* [Assigned task]:
Write out the data that follows exactly, keeping every picture out.

* [Data to use]:
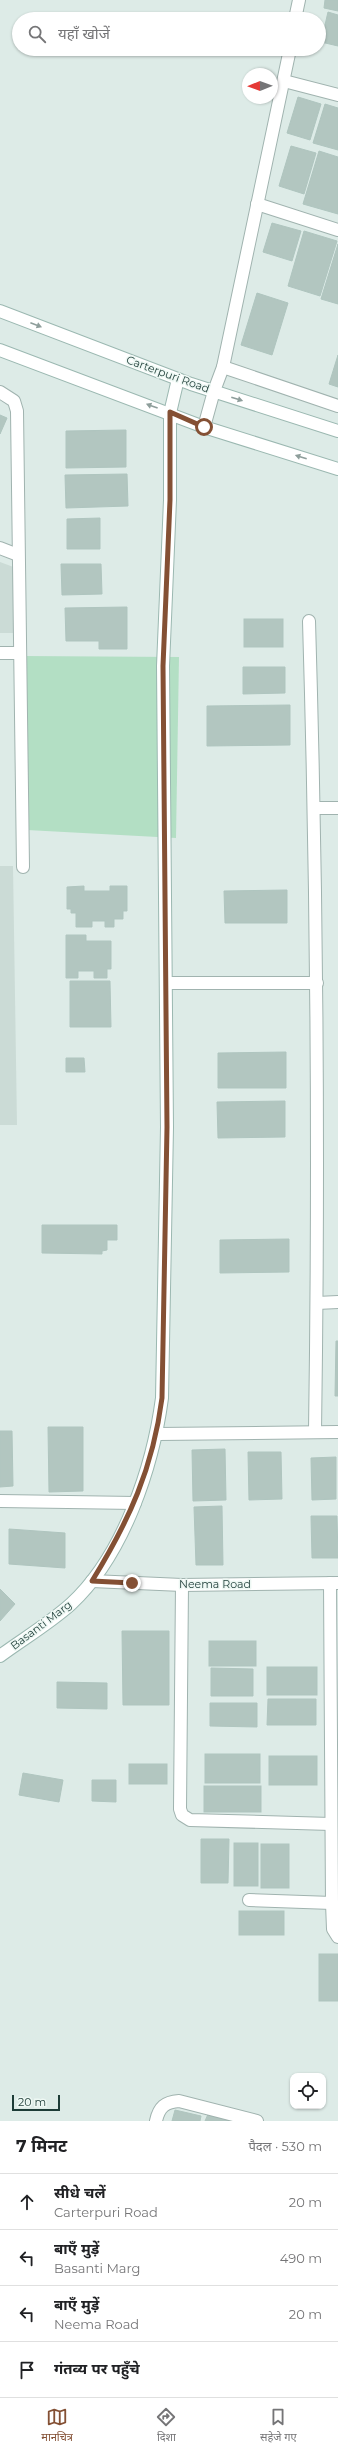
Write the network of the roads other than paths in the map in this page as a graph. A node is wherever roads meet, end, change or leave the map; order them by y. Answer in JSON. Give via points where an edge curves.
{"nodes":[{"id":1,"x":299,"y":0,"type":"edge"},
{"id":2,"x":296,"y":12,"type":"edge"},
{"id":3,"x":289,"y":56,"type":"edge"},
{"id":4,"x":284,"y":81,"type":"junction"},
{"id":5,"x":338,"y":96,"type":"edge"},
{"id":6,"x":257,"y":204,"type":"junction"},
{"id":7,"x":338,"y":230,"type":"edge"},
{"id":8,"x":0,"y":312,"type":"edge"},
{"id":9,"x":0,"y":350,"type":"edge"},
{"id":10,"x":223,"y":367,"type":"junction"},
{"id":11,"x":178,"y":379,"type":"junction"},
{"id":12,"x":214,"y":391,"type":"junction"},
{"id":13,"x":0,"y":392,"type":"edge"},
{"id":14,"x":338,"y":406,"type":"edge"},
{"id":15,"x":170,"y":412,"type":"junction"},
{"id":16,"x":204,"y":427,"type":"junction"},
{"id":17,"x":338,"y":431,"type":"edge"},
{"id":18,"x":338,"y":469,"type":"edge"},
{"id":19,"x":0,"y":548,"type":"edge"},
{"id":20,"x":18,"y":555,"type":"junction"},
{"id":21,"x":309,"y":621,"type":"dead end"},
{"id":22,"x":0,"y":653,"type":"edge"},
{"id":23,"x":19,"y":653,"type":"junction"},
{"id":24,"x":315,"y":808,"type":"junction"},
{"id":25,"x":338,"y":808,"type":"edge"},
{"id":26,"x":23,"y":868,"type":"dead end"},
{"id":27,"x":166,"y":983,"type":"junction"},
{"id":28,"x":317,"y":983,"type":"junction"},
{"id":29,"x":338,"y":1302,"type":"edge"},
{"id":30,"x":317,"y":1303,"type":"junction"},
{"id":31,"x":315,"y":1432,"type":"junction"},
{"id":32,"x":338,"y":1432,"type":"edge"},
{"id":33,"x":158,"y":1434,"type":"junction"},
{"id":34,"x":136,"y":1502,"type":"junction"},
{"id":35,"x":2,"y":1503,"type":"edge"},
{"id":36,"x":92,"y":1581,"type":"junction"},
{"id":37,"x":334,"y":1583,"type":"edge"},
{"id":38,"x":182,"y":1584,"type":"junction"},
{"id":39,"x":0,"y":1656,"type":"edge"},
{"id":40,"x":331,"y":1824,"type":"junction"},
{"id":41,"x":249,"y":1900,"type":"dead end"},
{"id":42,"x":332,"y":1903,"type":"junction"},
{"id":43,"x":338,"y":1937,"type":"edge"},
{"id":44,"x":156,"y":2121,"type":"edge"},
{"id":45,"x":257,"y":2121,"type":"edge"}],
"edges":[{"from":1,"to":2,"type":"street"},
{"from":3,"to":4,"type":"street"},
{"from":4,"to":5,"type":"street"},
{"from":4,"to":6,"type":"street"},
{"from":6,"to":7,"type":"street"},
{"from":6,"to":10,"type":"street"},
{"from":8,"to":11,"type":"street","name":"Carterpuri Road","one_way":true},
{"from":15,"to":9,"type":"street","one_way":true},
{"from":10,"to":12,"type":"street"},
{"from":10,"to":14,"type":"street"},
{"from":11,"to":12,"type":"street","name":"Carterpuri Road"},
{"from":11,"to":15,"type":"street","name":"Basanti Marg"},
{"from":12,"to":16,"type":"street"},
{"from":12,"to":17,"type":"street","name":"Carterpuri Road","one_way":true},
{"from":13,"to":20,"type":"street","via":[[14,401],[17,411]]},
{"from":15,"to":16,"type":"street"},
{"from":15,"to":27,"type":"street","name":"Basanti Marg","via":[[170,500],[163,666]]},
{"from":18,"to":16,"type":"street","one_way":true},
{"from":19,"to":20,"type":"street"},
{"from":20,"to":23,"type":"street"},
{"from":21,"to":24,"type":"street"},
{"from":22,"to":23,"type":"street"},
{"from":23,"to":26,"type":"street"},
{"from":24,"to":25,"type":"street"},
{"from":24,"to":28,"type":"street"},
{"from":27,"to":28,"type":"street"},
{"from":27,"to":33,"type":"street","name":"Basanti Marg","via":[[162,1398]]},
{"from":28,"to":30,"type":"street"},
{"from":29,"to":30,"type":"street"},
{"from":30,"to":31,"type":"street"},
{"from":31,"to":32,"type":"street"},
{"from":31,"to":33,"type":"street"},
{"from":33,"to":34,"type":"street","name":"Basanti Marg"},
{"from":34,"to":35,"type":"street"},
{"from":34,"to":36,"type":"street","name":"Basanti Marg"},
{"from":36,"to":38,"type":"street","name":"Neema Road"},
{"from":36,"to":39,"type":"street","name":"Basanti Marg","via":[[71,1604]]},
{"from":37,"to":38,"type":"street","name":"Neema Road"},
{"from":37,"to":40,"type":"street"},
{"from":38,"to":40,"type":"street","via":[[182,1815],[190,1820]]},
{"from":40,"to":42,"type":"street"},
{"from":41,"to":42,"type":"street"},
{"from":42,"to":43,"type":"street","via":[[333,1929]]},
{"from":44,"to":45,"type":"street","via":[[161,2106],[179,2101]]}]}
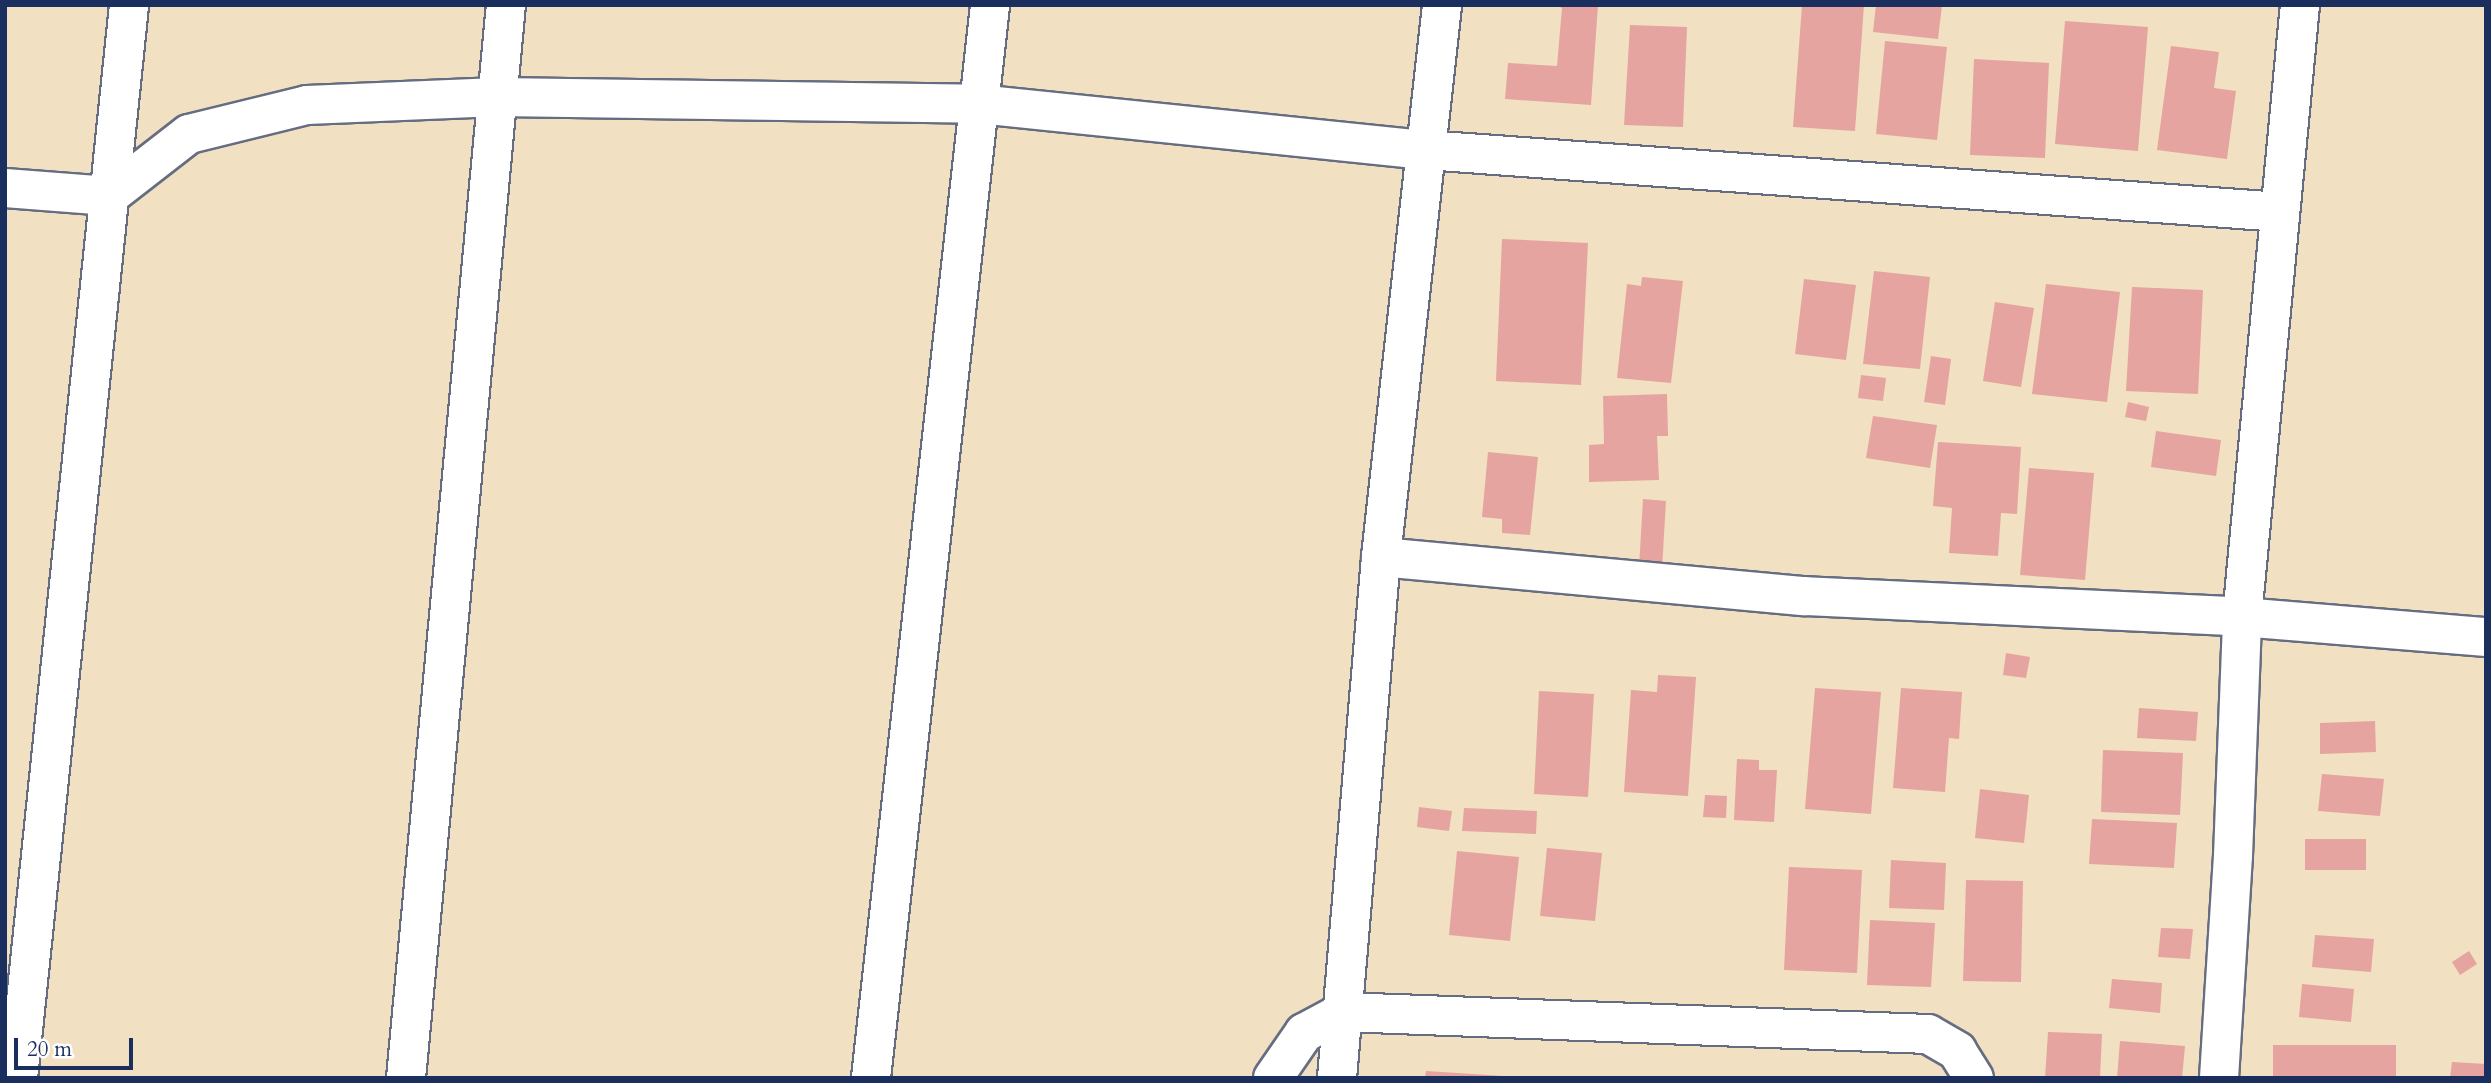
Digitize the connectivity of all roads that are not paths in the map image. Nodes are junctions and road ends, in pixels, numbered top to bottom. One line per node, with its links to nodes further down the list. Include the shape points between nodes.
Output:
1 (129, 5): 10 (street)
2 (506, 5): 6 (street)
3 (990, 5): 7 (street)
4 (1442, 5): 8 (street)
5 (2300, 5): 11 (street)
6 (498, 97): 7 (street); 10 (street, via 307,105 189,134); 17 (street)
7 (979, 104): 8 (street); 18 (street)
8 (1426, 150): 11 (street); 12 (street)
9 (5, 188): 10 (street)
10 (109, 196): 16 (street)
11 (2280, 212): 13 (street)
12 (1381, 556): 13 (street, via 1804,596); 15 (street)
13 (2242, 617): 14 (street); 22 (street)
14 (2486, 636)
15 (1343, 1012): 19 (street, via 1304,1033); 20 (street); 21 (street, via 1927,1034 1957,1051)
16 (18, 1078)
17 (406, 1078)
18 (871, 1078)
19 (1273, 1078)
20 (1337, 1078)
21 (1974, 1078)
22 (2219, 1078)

* [Solved exercise]:
Write the network of the roads other than paths in the map in this page as a graph. A node is wherever roads meet, end, change or leave the map; order them by y. Answer in JSON. Give via points where an edge curves.
{"nodes":[{"id":1,"x":299,"y":0,"type":"edge"},
{"id":2,"x":296,"y":12,"type":"edge"},
{"id":3,"x":289,"y":56,"type":"edge"},
{"id":4,"x":284,"y":81,"type":"junction"},
{"id":5,"x":338,"y":96,"type":"edge"},
{"id":6,"x":257,"y":204,"type":"junction"},
{"id":7,"x":338,"y":230,"type":"edge"},
{"id":8,"x":0,"y":312,"type":"edge"},
{"id":9,"x":0,"y":350,"type":"edge"},
{"id":10,"x":223,"y":367,"type":"junction"},
{"id":11,"x":178,"y":379,"type":"junction"},
{"id":12,"x":214,"y":391,"type":"junction"},
{"id":13,"x":0,"y":392,"type":"edge"},
{"id":14,"x":338,"y":406,"type":"edge"},
{"id":15,"x":170,"y":412,"type":"junction"},
{"id":16,"x":204,"y":427,"type":"junction"},
{"id":17,"x":338,"y":431,"type":"edge"},
{"id":18,"x":338,"y":469,"type":"edge"},
{"id":19,"x":0,"y":548,"type":"edge"},
{"id":20,"x":18,"y":555,"type":"junction"},
{"id":21,"x":309,"y":621,"type":"dead end"},
{"id":22,"x":0,"y":653,"type":"edge"},
{"id":23,"x":19,"y":653,"type":"junction"},
{"id":24,"x":315,"y":808,"type":"junction"},
{"id":25,"x":338,"y":808,"type":"edge"},
{"id":26,"x":23,"y":868,"type":"dead end"},
{"id":27,"x":166,"y":983,"type":"junction"},
{"id":28,"x":317,"y":983,"type":"junction"},
{"id":29,"x":338,"y":1302,"type":"edge"},
{"id":30,"x":317,"y":1303,"type":"junction"},
{"id":31,"x":315,"y":1432,"type":"junction"},
{"id":32,"x":338,"y":1432,"type":"edge"},
{"id":33,"x":158,"y":1434,"type":"junction"},
{"id":34,"x":136,"y":1502,"type":"junction"},
{"id":35,"x":2,"y":1503,"type":"edge"},
{"id":36,"x":92,"y":1581,"type":"junction"},
{"id":37,"x":334,"y":1583,"type":"edge"},
{"id":38,"x":182,"y":1584,"type":"junction"},
{"id":39,"x":0,"y":1656,"type":"edge"},
{"id":40,"x":331,"y":1824,"type":"junction"},
{"id":41,"x":249,"y":1900,"type":"dead end"},
{"id":42,"x":332,"y":1903,"type":"junction"},
{"id":43,"x":338,"y":1937,"type":"edge"},
{"id":44,"x":156,"y":2121,"type":"edge"},
{"id":45,"x":257,"y":2121,"type":"edge"}],
"edges":[{"from":1,"to":2,"type":"street"},
{"from":3,"to":4,"type":"street"},
{"from":4,"to":5,"type":"street"},
{"from":4,"to":6,"type":"street"},
{"from":6,"to":7,"type":"street"},
{"from":6,"to":10,"type":"street"},
{"from":8,"to":11,"type":"street","name":"Carterpuri Road","one_way":true},
{"from":15,"to":9,"type":"street","one_way":true},
{"from":10,"to":12,"type":"street"},
{"from":10,"to":14,"type":"street"},
{"from":11,"to":12,"type":"street","name":"Carterpuri Road"},
{"from":11,"to":15,"type":"street","name":"Basanti Marg"},
{"from":12,"to":16,"type":"street"},
{"from":12,"to":17,"type":"street","name":"Carterpuri Road","one_way":true},
{"from":13,"to":20,"type":"street","via":[[14,401],[17,411]]},
{"from":15,"to":16,"type":"street"},
{"from":15,"to":27,"type":"street","name":"Basanti Marg","via":[[170,500],[163,666]]},
{"from":18,"to":16,"type":"street","one_way":true},
{"from":19,"to":20,"type":"street"},
{"from":20,"to":23,"type":"street"},
{"from":21,"to":24,"type":"street"},
{"from":22,"to":23,"type":"street"},
{"from":23,"to":26,"type":"street"},
{"from":24,"to":25,"type":"street"},
{"from":24,"to":28,"type":"street"},
{"from":27,"to":28,"type":"street"},
{"from":27,"to":33,"type":"street","name":"Basanti Marg","via":[[162,1398]]},
{"from":28,"to":30,"type":"street"},
{"from":29,"to":30,"type":"street"},
{"from":30,"to":31,"type":"street"},
{"from":31,"to":32,"type":"street"},
{"from":31,"to":33,"type":"street"},
{"from":33,"to":34,"type":"street","name":"Basanti Marg"},
{"from":34,"to":35,"type":"street"},
{"from":34,"to":36,"type":"street","name":"Basanti Marg"},
{"from":36,"to":38,"type":"street","name":"Neema Road"},
{"from":36,"to":39,"type":"street","name":"Basanti Marg","via":[[71,1604]]},
{"from":37,"to":38,"type":"street","name":"Neema Road"},
{"from":37,"to":40,"type":"street"},
{"from":38,"to":40,"type":"street","via":[[182,1815],[190,1820]]},
{"from":40,"to":42,"type":"street"},
{"from":41,"to":42,"type":"street"},
{"from":42,"to":43,"type":"street","via":[[333,1929]]},
{"from":44,"to":45,"type":"street","via":[[161,2106],[179,2101]]}]}
Digitize the connectivity of all roads that are not paths in the map image. Nodes are junctions and road ends, in pixels, numbered top to bottom. One line per node, with its links to nodes further down the list. Include the shape points between nodes.
Output:
1 (129, 5): 10 (street)
2 (506, 5): 6 (street)
3 (990, 5): 7 (street)
4 (1442, 5): 8 (street)
5 (2300, 5): 11 (street)
6 (498, 97): 7 (street); 10 (street, via 307,105 189,134); 17 (street)
7 (979, 104): 8 (street); 18 (street)
8 (1426, 150): 11 (street); 12 (street)
9 (5, 188): 10 (street)
10 (109, 196): 16 (street)
11 (2280, 212): 13 (street)
12 (1381, 556): 13 (street, via 1804,596); 15 (street)
13 (2242, 617): 14 (street); 22 (street)
14 (2486, 636)
15 (1343, 1012): 19 (street, via 1304,1033); 20 (street); 21 (street, via 1927,1034 1957,1051)
16 (18, 1078)
17 (406, 1078)
18 (871, 1078)
19 (1273, 1078)
20 (1337, 1078)
21 (1974, 1078)
22 (2219, 1078)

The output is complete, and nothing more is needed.